In fact, it'll probably be another three years before the 911 infrastructure in Utah can handle texts.
Shanks posted an interesting scenario: "Say someone broke into your home and you can't talk or the intruder will find you." That scenario and the increasingly ubiquitous use of texting make the idea of texting 911 a good one.
The mass shootings at Virginia Tech in 2007 launched a major push for the implementation of Next Generation 911, something the FCC acknowledged in 2011 when it expanded the definition of an emergency 911 call to include cellphone texts.

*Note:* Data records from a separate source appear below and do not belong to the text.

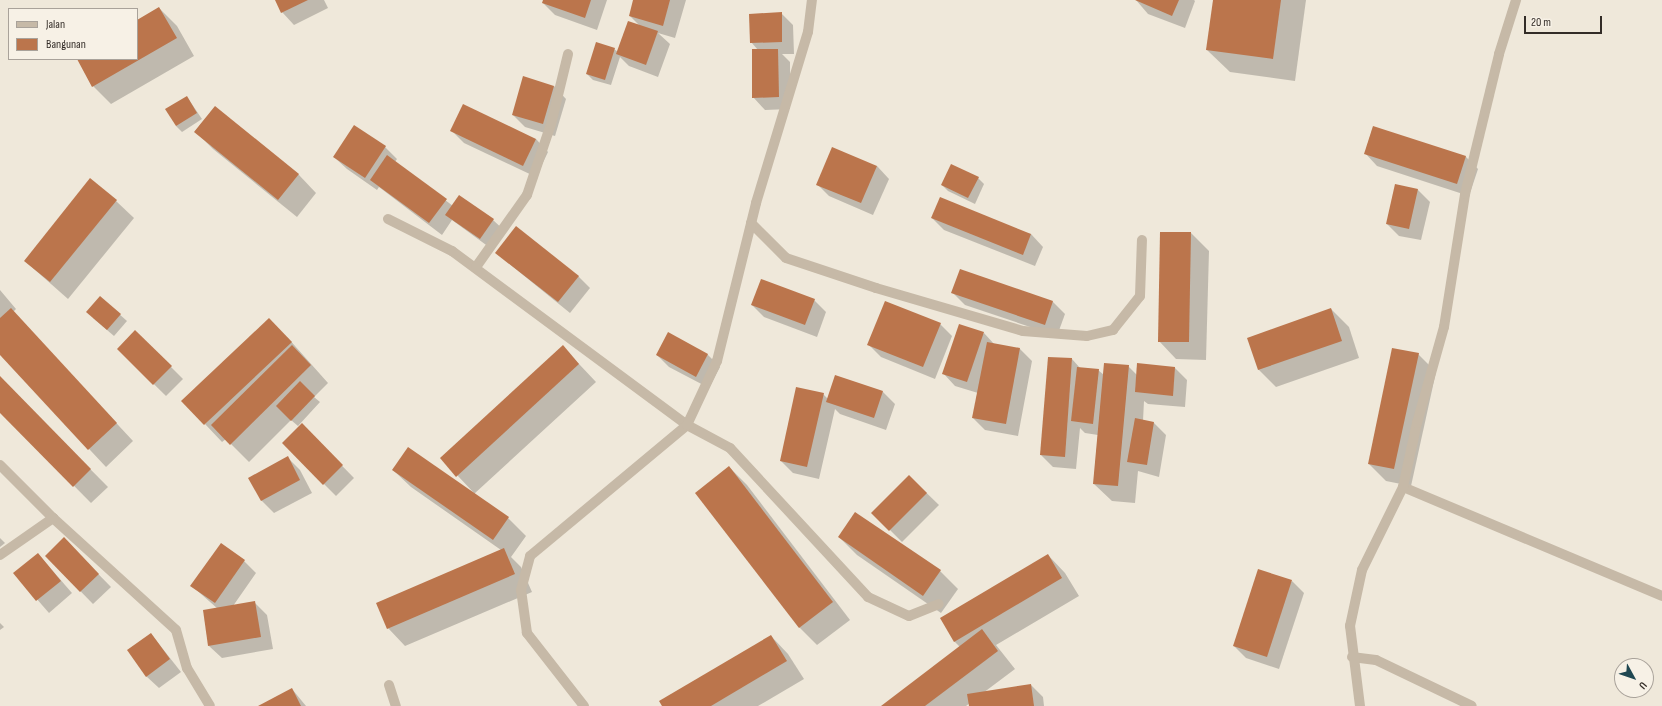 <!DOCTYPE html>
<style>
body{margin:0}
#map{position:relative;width:1662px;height:706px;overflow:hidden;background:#efe8da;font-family:"Sofia Sans Condensed",sans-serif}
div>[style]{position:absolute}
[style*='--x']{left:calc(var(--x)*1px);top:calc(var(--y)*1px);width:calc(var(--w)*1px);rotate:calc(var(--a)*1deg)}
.shadow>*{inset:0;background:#0003}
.building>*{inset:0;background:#bb754c}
.minor>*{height:10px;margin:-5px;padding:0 5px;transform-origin:5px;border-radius:5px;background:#c6b9a7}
span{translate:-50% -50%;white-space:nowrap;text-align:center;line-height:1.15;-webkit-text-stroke:3px #f7f1e6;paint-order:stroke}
.legend{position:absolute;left:8px;top:8px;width:130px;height:52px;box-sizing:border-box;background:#f7f1e6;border:1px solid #a9a29a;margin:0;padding:5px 7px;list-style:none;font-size:12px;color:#332c27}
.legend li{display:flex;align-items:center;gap:8px;height:20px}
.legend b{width:20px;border:1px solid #a9a29a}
.north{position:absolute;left:1614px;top:658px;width:40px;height:40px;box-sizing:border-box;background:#f7f1e6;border:1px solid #a9a29a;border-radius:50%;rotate:130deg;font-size:11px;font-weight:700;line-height:16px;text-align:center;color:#332c27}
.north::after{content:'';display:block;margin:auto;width:14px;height:18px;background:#204751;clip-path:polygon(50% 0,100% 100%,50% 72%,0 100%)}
.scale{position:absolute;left:1524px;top:16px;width:78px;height:18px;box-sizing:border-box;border:2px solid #332c27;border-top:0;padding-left:5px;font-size:12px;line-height:14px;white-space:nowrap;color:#332c27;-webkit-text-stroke:3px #f7f1e6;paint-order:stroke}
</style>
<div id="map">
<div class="shadow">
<div style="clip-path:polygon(276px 0,324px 0,328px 8px,294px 25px,282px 12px)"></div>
<div style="clip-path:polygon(544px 0,607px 0,597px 30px,555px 15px,543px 3px)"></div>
<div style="clip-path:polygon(634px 0,686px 0,675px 38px,658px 33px,670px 44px,658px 77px,629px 66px,620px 57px,611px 85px,593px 80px,587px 74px,614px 49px,618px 52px,640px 26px,630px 16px)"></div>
<div style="clip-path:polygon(1136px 0,1194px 0,1195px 1px,1185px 28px,1148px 14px)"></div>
<div style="clip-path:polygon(1214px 0,1306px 0,1295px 81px,1230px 72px,1207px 50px)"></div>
<div style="clip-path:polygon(159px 8px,177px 26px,194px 56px,111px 104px,93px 86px,78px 59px,137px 59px,137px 21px)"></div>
<div style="clip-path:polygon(781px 13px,793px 25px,794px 54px,782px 54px,790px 62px,790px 109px,765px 110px,753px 97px,758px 50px,751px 42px)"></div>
<div style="clip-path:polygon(554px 86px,566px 99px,555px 136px,525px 127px,513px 115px)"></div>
<div style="clip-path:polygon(187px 97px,202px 119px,182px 132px,176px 126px)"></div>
<div style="clip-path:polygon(215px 107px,299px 175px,316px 193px,297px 217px,213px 149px,195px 131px)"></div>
<div style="clip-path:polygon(1373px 127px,1466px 157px,1478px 169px,1469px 196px,1377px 166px,1365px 153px)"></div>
<div style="clip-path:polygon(452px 131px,536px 139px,548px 152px,536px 177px,464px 143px)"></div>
<div style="clip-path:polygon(385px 147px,397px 159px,395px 162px,453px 206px,493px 220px,506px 232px,493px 250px,452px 220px,442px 235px,379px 187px,377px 190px,347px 169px,334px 157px)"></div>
<div style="clip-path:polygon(877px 166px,889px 179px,873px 215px,829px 196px,817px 184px)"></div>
<div style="clip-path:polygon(978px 178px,984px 184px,975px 204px,948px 191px,942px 185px)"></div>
<div style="clip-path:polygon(1396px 185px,1418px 190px,1430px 202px,1421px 240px,1399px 236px,1387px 224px)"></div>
<div style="clip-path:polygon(116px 201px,134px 218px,68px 299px,25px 261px)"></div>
<div style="clip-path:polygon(932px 218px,1031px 234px,1043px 247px,1035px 266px,944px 230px)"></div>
<div style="clip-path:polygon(1191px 233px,1209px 251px,1206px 360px,1176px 359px,1159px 341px)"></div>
<div style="clip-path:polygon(496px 253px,578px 276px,590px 288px,570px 313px)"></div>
<div style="clip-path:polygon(0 290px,16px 309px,13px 312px,133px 441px,106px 467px,0 354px)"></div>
<div style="clip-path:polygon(953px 293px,1053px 302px,1065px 314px,1057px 336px,965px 305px)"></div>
<div style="clip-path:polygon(100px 297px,127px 321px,114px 336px,93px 318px)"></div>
<div style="clip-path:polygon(814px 300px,826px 312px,817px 337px,764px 317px,752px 305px)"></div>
<div style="clip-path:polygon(1331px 309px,1349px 327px,1359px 358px,1276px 387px,1258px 369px)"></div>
<div style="clip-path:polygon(940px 324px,952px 336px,935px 379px,881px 357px,869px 345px)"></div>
<div style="clip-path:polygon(135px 331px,183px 379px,166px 396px,118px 349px)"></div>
<div style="clip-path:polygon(984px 333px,995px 345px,1020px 349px,1032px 361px,1018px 436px,985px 430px,973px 418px,978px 393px,955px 386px,943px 373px)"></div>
<div style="clip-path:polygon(668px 334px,708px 355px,720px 367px,709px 388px,669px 367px,657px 355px)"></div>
<div style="clip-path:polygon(287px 337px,328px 383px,314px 397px,320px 402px,298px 426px,291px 420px,249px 462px,226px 439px,222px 442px,205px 424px)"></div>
<div style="clip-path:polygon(563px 347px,596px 382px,474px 494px,508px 518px,526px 536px,511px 557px,521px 567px,532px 592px,405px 646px,388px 628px,501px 550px,411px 487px,393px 470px,474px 493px,441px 458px)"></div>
<div style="clip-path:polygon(1418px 354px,1436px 372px,1411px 486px,1386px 481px,1369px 464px)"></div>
<div style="clip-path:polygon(1049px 358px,1072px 359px,1080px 368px,1098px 370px,1104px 375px,1128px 366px,1137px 375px,1175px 368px,1187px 380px,1185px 407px,1148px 404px,1144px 401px,1143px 421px,1154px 423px,1166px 435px,1159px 477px,1138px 471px,1135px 503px,1112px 501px,1094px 484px,1098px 435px,1085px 433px,1080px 428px,1076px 469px,1053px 467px,1041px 455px)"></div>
<div style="clip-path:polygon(0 378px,108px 487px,91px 503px,0 411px)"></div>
<div style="clip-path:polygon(883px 392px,895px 404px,886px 430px,840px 414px,835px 409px,819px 479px,793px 473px,781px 461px,823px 394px,828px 399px)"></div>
<div style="clip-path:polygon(314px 437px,354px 478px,336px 496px,324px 484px)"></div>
<div style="clip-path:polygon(288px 458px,300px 470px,312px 493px,274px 513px,262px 501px,250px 478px)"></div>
<div style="clip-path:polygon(729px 467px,747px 485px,850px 620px,817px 645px,799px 627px)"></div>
<div style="clip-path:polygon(909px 476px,939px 505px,902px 542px,873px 513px)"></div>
<div style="clip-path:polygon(839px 537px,940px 571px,958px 589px,941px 613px,857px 555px)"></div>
<div style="clip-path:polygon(0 538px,5px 543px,0 547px)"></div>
<div style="clip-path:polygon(64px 539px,111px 587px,93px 604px,46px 556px)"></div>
<div style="clip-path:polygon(38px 554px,72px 593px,49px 613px,15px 574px)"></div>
<div style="clip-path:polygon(1048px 555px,1065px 573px,1079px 596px,996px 645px,1015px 669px,983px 693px,1031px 685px,1043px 697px,1044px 706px,970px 706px,970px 703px,966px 706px,883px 706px,960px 647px,954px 641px)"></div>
<div style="clip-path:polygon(244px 561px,256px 573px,233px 606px,255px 603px,267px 615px,273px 649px,222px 658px,209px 646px,218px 609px,192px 586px)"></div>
<div style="clip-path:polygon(1292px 581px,1304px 593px,1279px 669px,1246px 658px,1234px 646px)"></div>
<div style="clip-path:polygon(0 623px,4px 627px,0 630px)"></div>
<div style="clip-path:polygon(151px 634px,181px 672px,159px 688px,146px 676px)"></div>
<div style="clip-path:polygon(771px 636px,788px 654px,804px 679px,758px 706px,663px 706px)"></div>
<div style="clip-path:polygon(292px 689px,306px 706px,260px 706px)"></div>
</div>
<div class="building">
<div style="clip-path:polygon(275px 0,308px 0,281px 13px)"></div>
<div style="clip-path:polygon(543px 0,591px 0,585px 18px,542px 3px)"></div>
<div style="clip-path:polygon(633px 0,670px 0,663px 26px,629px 16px)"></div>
<div style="clip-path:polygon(1135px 0,1179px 0,1172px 16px)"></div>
<div style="clip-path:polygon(1213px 0,1281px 0,1273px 59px,1206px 50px)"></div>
<div style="clip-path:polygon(159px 7px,177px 38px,92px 87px,77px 59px,137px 59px,137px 20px)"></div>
<div style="clip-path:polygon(782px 12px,782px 42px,750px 43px,749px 14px)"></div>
<div style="clip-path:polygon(628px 21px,658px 31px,646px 65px,616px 54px)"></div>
<div style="clip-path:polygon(596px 42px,615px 48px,605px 80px,586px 74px)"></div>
<div style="clip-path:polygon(752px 49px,778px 49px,779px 97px,752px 98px)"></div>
<div style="clip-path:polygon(523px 76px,554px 86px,543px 124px,512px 115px)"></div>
<div style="clip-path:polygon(187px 96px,197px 113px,176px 126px,165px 109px)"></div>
<div style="clip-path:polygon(463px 104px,536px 139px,523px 166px,450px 131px)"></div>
<div style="clip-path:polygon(215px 106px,299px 174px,278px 200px,194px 132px)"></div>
<div style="clip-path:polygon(354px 125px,386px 146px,365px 178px,333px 157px)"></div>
<div style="clip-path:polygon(1373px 126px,1466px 156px,1457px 184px,1364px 154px)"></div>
<div style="clip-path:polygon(832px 147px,877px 166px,861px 203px,816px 185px)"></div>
<div style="clip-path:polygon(387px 155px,447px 199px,429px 223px,370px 180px)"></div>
<div style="clip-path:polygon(951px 164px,979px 177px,968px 198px,941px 185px)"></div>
<div style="clip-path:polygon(90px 178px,117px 200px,50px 282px,24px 261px)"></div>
<div style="clip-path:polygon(1395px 184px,1418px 189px,1409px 229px,1386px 224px)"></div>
<div style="clip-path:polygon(459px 195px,494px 219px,480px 239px,445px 215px)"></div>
<div style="clip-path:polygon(940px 197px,1031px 234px,1023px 255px,931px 218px)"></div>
<div style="clip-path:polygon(516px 226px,579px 276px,558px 302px,495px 253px)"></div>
<div style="clip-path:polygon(1160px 232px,1191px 232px,1189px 342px,1158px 342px)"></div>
<div style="clip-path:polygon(960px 269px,1053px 301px,1045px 325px,951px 293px)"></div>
<div style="clip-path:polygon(761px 279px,815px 299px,805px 325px,751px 305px)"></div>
<div style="clip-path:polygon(100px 296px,121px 314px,107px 330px,86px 312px)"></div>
<div style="clip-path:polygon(885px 301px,941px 323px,923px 367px,867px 345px)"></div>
<div style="clip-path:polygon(11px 308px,117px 423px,88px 450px,0 355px,0 318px)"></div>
<div style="clip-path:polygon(1331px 308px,1342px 341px,1258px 370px,1247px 338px)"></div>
<div style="clip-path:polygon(269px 318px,292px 342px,204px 425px,181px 401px)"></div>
<div style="clip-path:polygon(959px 324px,984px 332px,967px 382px,942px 374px)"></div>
<div style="clip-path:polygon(135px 330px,172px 366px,153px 385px,117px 349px)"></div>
<div style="clip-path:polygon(668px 332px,708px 354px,696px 377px,656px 355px)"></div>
<div style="clip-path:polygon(987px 342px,1020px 348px,1006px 424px,972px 418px)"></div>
<div style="clip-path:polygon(292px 345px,311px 365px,230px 445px,211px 425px)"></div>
<div style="clip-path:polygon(563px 345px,579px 364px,456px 477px,440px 458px)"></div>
<div style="clip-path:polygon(1392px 348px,1419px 353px,1394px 469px,1368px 464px)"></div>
<div style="clip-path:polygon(1048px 357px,1072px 358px,1065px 457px,1040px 455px)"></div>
<div style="clip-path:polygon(1104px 363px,1129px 365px,1118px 486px,1093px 484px)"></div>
<div style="clip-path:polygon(1137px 363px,1175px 367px,1173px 396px,1135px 392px)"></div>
<div style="clip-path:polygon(1077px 367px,1099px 369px,1093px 424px,1071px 421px)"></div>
<div style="clip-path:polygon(835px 375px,883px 391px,874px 418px,826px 402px)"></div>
<div style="clip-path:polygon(0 376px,91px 469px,73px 487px,0 413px)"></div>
<div style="clip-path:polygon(300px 381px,315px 396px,291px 421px,276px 406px)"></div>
<div style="clip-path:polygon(796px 387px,824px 393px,807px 467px,780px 461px)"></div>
<div style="clip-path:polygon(1135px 418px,1154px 422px,1147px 465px,1127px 462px)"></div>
<div style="clip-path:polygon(302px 423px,343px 465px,323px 485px,282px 443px)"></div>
<div style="clip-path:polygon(408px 447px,509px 517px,493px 540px,392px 470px)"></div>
<div style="clip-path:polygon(288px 456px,300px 480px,261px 501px,248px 478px)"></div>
<div style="clip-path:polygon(729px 466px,833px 602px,799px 628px,695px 493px)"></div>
<div style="clip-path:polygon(909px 475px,927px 493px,889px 531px,871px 513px)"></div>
<div style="clip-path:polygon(855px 512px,941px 570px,923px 596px,838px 537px)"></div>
<div style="clip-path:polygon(64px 537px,99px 574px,80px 592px,45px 556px)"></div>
<div style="clip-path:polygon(221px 543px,245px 560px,215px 603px,190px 586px)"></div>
<div style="clip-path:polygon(504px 548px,515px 574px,387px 629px,376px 603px)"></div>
<div style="clip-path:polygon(38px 553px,61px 581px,36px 601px,13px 573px)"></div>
<div style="clip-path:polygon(1048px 554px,1062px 578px,954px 642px,940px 618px)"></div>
<div style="clip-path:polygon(1258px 569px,1292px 580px,1267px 657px,1233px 646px)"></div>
<div style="clip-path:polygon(255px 601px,261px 637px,208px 646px,203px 610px)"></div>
<div style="clip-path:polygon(982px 629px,998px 651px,925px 706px,881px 706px)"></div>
<div style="clip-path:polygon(151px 633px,170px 659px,146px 677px,127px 650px)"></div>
<div style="clip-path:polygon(771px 635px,787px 661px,711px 706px,662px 706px,659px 701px)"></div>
<div style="clip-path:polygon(1031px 684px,1034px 706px,969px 706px,967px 694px)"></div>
<div style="clip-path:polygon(292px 688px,301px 706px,258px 706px)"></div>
</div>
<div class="minor">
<div style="--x:388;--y:219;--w:72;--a:26.6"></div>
<div style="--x:452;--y:251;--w:292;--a:36.5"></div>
<div style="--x:687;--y:425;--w:49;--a:28.1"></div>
<div style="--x:730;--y:448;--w:203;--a:47.2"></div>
<div style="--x:868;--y:597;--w:45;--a:24.9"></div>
<div style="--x:909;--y:616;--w:32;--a:-22"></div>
<div style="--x:751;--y:223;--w:49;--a:45"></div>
<div style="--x:786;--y:258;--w:95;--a:18.4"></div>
<div style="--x:876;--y:288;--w:153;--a:16.3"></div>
<div style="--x:1023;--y:331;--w:64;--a:4.5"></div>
<div style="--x:1087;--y:336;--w:27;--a:-13"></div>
<div style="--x:1113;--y:330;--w:43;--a:-51.5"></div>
<div style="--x:1140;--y:296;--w:56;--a:-88"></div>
<div style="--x:476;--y:267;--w:88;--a:-54.7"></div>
<div style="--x:527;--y:195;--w:75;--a:-71.3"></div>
<div style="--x:551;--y:124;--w:72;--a:-76.3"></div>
<div style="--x:0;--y:465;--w:75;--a:45"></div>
<div style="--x:53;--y:518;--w:166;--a:42.3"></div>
<div style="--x:176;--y:630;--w:40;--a:74"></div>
<div style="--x:187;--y:668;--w:44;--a:58.8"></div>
<div style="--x:1403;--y:487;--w:281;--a:22.8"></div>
<div style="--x:0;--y:555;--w:65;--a:-34.9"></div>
<div style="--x:1352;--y:657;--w:24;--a:7"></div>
<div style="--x:1376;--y:660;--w:106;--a:25.6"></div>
<div style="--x:389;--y:685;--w:22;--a:72"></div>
<div style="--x:584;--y:706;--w:93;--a:-128"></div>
<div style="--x:527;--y:633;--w:43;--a:-97.9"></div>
<div style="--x:521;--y:590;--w:35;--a:-75"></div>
<div style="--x:530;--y:556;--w:204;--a:-39.8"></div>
<div style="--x:687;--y:425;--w:71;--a:-64.9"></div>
<div style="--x:717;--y:361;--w:163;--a:-76.1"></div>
<div style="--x:756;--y:203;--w:179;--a:-73.1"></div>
<div style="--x:808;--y:32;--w:32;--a:-83"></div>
<div style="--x:1360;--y:706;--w:81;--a:-97.1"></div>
<div style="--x:1350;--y:626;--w:57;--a:-77.9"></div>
<div style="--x:1362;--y:570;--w:93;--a:-63.7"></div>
<div style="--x:1403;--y:487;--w:66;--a:-77.7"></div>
<div style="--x:1417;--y:423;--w:100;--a:-74.3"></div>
<div style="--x:1444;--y:327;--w:135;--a:-81"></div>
<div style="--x:1465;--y:194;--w:144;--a:-76.3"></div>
<div style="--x:1499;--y:54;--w:57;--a:-72.5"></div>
</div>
<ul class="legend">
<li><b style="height:5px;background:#c6b9a7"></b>Jalan</li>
<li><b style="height:11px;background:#bb754c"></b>Bangunan</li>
</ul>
<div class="north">U</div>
<div class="scale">20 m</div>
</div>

William Harry, executive director of Valley Emergency Communications Center, said the 911 system has been tweaked to accommodate cellphone calls, and tweaked again to recognize telephone systems like Vonage that work over the Internet instead of the legacy telephone network organic to the original 911 system.
But moving the 911 infrastructure into the texting age will be "like a forklift upgrade to the infrastructure."
Texts originally emerged as a nifty way for cell call signals to make use of little bits of unused data at the beginning and end of each cellphone call. That limited bit of data is the reason texts have such a tight character limit.
While most of my texts zip right through, I've had messages that show up hours or days later. "One of the things that keeps texting from being a viable 911 method is that texting now, there is no guaranteed delivery," Harry told me, adding that cell service providers will have to make text delivery a priority before texts can become a trusted 911 conduit.
Another snag is the sometimes uncertain shorthand texters use. "Just like some parents don't understand what their kids are texting, the same confusion could happen when someone is under duress" and sends an uncertain message, Harry said.
Enhanced data-driven 911 systems are also being designed to handle caller-submitted video, though Harry sees video as more of a tool for investigators to use after initial dispatch calls are made.
While 911 works across the country, it is not a system administered on a national level. States, counties and individual communities have their own 911 dispatch systems, and the sophistication at each location can vary. Harry predicts that even when texting 911 becomes available in some areas, there will be confusion among users who have an emergency but may not know whether the emergency dispatch system in that area supports 911 texts.
Emergency dispatchers have a workaround in the meantime.
VECC spokeswoman Geana Randall said dispatchers get enough calls where the caller doesn't say anything that dispatchers assess whether the call was a mistake or an emergency by listening to background noises. Then dispatchers will ask the caller "yes" or "no" questions and instruct them to press a number on the phone's keypad in response to the question.
The dispatcher will also suggest the caller leave the call open and just slip the phone into their pocket so the dispatcher can continue to listen to what's going on in the background. Randall said dispatchers can tell when the caller is talking to someone else on the caller's end in a way that gives the dispatcher important information about the nature of the emergency without tipping off the bad guy that 911 is listening in.